[Saved entries]

○ ○ ○ ○ ○

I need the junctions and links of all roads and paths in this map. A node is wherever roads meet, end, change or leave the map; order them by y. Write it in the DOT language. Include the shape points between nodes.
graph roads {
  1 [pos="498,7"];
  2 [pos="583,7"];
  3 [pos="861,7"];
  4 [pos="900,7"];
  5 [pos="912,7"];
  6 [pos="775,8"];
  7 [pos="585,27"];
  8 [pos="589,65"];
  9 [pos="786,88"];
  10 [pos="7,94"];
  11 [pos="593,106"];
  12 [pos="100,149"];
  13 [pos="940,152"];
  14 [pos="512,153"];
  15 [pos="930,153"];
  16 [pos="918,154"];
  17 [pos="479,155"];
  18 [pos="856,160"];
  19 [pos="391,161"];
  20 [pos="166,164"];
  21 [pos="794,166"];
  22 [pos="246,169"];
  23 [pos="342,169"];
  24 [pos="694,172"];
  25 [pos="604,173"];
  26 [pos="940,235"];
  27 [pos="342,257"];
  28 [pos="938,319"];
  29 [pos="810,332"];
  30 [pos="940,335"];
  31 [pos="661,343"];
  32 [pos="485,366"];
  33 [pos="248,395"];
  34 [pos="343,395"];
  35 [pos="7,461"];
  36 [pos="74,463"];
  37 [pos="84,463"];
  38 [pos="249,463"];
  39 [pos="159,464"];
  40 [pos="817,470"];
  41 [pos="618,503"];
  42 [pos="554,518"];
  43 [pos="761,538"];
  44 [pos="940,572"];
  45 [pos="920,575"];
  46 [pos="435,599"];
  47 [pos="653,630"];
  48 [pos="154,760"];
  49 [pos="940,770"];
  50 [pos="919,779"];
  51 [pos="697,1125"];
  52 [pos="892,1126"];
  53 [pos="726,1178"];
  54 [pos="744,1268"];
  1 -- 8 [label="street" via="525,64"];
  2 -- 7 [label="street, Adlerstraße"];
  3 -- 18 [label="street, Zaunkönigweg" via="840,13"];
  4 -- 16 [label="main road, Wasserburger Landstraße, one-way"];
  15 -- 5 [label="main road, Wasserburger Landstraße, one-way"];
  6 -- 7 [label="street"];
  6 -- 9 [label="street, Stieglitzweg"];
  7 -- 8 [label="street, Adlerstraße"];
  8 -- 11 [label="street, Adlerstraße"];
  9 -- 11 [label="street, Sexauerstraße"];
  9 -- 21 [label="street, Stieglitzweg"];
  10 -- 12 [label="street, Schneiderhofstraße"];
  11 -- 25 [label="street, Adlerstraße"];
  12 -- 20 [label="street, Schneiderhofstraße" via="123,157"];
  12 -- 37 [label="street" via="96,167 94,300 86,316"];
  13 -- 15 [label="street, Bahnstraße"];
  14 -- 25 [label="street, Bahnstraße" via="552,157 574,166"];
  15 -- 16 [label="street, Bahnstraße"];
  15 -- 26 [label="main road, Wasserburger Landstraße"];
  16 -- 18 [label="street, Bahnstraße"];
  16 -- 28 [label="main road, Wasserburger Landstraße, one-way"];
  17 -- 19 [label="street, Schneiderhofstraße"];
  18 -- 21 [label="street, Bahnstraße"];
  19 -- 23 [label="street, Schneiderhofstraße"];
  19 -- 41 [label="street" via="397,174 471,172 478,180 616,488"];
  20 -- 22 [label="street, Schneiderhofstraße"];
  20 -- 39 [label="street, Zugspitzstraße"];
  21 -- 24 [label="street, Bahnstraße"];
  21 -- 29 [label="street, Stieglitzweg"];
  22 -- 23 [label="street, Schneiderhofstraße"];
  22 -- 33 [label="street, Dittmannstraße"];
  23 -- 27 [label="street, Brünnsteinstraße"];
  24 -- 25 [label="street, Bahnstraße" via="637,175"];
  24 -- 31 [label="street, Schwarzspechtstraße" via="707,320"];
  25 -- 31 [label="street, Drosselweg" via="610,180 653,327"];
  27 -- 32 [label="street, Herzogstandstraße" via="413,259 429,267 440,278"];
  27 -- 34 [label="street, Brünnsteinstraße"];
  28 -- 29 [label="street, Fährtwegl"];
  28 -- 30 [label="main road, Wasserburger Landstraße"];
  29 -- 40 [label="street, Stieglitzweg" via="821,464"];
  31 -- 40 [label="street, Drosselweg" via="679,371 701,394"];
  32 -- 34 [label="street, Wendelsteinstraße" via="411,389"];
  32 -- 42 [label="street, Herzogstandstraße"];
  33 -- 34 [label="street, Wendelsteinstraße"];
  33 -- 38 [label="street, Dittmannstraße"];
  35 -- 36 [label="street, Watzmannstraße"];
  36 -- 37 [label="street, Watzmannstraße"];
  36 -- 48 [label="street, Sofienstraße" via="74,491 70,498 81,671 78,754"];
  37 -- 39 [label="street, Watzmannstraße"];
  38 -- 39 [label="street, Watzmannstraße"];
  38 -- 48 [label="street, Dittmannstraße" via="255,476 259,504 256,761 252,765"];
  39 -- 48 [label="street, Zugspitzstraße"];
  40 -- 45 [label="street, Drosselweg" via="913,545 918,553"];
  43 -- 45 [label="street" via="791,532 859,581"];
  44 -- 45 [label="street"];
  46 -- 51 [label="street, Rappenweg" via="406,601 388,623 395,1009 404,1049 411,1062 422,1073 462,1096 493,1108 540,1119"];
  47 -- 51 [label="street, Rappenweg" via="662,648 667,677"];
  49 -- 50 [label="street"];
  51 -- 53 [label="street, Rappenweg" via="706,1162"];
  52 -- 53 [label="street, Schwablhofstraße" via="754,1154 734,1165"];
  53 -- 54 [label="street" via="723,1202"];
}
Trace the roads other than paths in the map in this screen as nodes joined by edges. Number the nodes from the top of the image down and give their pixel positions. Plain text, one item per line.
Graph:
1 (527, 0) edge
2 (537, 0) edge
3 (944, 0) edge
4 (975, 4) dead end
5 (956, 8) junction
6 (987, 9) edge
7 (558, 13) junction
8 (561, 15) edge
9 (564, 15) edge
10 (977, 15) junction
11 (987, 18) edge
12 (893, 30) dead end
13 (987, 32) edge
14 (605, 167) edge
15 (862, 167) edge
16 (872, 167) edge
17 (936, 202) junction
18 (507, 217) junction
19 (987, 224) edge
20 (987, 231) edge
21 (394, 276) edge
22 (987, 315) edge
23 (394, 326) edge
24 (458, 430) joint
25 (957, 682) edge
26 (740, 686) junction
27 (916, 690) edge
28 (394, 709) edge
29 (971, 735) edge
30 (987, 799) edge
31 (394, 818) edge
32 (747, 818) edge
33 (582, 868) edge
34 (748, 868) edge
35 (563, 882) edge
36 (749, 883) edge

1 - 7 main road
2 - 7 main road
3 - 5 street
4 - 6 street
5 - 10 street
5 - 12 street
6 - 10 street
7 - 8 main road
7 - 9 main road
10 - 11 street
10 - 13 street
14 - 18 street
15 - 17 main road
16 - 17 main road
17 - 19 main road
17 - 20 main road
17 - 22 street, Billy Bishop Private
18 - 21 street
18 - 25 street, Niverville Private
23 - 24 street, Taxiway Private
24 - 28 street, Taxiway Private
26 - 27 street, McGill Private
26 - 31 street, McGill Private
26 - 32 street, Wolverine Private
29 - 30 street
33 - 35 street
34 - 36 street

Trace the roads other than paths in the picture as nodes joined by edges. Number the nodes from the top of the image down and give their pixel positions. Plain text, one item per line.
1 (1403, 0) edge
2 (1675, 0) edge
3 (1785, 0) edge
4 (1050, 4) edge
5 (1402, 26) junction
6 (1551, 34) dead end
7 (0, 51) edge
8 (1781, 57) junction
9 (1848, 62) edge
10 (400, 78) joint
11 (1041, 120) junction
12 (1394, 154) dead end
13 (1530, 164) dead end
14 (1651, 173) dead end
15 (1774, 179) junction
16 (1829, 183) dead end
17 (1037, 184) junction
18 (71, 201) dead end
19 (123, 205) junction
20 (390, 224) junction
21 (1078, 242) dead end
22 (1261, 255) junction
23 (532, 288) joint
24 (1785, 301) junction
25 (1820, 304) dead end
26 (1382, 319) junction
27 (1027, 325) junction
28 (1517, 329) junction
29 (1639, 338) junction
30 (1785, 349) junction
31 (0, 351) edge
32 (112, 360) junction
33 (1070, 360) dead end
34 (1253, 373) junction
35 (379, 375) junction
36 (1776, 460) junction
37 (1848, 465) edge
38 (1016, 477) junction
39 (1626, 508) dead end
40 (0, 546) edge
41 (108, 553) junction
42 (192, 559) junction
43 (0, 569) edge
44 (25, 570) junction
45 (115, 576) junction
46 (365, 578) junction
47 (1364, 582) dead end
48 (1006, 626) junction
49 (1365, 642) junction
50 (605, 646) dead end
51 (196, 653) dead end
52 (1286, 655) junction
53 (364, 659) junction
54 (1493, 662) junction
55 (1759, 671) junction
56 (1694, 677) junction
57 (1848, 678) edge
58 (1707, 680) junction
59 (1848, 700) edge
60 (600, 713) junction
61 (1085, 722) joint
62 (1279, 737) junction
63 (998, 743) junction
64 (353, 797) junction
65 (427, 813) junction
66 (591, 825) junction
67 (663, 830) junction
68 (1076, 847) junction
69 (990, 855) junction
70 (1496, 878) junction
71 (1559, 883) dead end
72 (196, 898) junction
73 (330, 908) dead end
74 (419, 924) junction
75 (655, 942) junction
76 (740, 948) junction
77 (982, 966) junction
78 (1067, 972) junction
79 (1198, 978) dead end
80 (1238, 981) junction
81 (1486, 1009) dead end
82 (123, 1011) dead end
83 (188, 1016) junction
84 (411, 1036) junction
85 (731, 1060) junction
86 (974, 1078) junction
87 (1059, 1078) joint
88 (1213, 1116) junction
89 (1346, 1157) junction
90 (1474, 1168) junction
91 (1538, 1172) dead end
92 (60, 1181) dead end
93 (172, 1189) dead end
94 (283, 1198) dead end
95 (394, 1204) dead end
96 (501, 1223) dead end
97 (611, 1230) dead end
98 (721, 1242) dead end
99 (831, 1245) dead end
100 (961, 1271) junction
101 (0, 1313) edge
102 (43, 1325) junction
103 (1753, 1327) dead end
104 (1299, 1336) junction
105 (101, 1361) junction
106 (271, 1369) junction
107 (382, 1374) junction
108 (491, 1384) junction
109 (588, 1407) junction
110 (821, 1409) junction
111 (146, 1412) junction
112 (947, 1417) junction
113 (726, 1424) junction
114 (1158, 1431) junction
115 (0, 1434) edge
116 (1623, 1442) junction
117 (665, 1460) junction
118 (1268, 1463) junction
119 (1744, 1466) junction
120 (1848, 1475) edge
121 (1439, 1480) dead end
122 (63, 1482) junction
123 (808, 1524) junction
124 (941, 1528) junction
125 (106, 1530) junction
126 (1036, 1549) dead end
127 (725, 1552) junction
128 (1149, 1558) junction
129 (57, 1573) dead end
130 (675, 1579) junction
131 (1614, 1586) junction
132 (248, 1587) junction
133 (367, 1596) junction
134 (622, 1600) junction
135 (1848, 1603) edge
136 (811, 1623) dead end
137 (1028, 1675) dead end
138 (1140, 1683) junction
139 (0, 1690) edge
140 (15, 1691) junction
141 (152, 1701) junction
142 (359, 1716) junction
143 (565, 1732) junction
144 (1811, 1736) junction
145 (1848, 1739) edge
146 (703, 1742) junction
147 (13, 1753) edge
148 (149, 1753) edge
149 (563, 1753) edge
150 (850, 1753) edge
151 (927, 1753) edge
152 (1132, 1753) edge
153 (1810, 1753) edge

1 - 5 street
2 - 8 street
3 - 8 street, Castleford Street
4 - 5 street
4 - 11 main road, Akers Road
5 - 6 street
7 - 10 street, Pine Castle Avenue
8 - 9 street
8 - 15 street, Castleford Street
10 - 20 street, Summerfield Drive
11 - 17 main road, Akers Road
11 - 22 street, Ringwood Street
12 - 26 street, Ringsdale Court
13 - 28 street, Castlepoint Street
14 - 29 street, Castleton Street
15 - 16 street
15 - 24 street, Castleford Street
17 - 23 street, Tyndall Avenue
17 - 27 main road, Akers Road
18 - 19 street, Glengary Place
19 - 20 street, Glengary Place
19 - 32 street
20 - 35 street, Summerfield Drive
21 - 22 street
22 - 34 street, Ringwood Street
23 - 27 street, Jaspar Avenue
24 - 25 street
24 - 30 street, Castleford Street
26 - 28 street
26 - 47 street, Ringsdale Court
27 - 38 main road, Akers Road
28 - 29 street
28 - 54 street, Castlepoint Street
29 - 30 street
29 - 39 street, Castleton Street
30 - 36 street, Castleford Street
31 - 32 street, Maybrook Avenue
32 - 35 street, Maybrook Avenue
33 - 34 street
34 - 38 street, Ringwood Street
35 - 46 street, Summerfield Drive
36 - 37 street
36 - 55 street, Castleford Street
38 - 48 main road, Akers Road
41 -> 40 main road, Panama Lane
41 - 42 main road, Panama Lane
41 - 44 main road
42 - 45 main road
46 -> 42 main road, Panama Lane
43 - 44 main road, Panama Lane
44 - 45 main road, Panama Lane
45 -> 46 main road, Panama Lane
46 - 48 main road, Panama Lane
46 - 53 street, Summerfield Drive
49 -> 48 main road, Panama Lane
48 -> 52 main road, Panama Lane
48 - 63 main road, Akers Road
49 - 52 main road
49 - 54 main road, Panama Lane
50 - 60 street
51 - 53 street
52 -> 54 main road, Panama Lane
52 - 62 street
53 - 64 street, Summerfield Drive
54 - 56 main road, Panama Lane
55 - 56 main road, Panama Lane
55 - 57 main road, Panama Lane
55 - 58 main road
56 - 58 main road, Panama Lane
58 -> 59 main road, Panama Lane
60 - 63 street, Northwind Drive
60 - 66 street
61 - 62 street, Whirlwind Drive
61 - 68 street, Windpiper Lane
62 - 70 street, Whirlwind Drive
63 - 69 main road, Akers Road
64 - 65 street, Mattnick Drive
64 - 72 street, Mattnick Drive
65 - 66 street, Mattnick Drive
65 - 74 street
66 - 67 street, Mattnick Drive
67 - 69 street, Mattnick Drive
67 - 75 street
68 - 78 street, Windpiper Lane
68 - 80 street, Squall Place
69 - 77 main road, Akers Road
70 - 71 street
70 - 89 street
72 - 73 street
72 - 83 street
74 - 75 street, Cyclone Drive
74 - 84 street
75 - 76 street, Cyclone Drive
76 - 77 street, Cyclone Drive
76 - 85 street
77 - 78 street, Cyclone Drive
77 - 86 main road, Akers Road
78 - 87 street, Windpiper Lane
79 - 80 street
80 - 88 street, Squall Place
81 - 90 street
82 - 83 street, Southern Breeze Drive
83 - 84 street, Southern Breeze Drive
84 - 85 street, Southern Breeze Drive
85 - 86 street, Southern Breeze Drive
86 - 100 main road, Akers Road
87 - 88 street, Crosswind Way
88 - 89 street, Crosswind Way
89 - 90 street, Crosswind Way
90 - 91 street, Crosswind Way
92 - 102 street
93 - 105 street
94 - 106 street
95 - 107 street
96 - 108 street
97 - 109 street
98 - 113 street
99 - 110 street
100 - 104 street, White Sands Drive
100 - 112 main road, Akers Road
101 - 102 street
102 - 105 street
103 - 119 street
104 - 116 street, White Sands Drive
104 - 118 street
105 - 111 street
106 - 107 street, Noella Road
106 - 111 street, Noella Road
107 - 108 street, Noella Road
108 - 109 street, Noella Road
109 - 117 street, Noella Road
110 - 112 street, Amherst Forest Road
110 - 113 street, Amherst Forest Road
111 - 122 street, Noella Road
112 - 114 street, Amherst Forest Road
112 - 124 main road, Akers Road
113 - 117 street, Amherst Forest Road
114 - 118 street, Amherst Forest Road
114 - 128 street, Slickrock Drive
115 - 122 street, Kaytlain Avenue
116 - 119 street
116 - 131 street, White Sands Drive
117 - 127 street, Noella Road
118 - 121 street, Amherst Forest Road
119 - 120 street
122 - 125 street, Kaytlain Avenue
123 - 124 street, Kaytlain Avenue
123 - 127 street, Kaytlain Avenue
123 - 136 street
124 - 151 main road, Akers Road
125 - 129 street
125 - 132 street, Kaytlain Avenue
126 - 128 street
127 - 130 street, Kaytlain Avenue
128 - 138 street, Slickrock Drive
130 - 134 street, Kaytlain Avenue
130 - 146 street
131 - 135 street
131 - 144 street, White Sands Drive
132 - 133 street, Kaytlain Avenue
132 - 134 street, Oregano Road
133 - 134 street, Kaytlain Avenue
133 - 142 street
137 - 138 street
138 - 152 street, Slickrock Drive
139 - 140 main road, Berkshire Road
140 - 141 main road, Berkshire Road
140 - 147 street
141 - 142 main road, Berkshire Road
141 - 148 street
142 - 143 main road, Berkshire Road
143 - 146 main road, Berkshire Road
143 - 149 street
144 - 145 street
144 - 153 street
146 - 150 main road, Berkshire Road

○ ○ ○ ○ ○

> **The problem**
Copy out each line carrying the string "Wasserburger" from the data.

> **Exercise output**
  4 -- 16 [label="main road, Wasserburger Landstraße, one-way"];
  15 -- 5 [label="main road, Wasserburger Landstraße, one-way"];
  15 -- 26 [label="main road, Wasserburger Landstraße"];
  16 -- 28 [label="main road, Wasserburger Landstraße, one-way"];
  28 -- 30 [label="main road, Wasserburger Landstraße"];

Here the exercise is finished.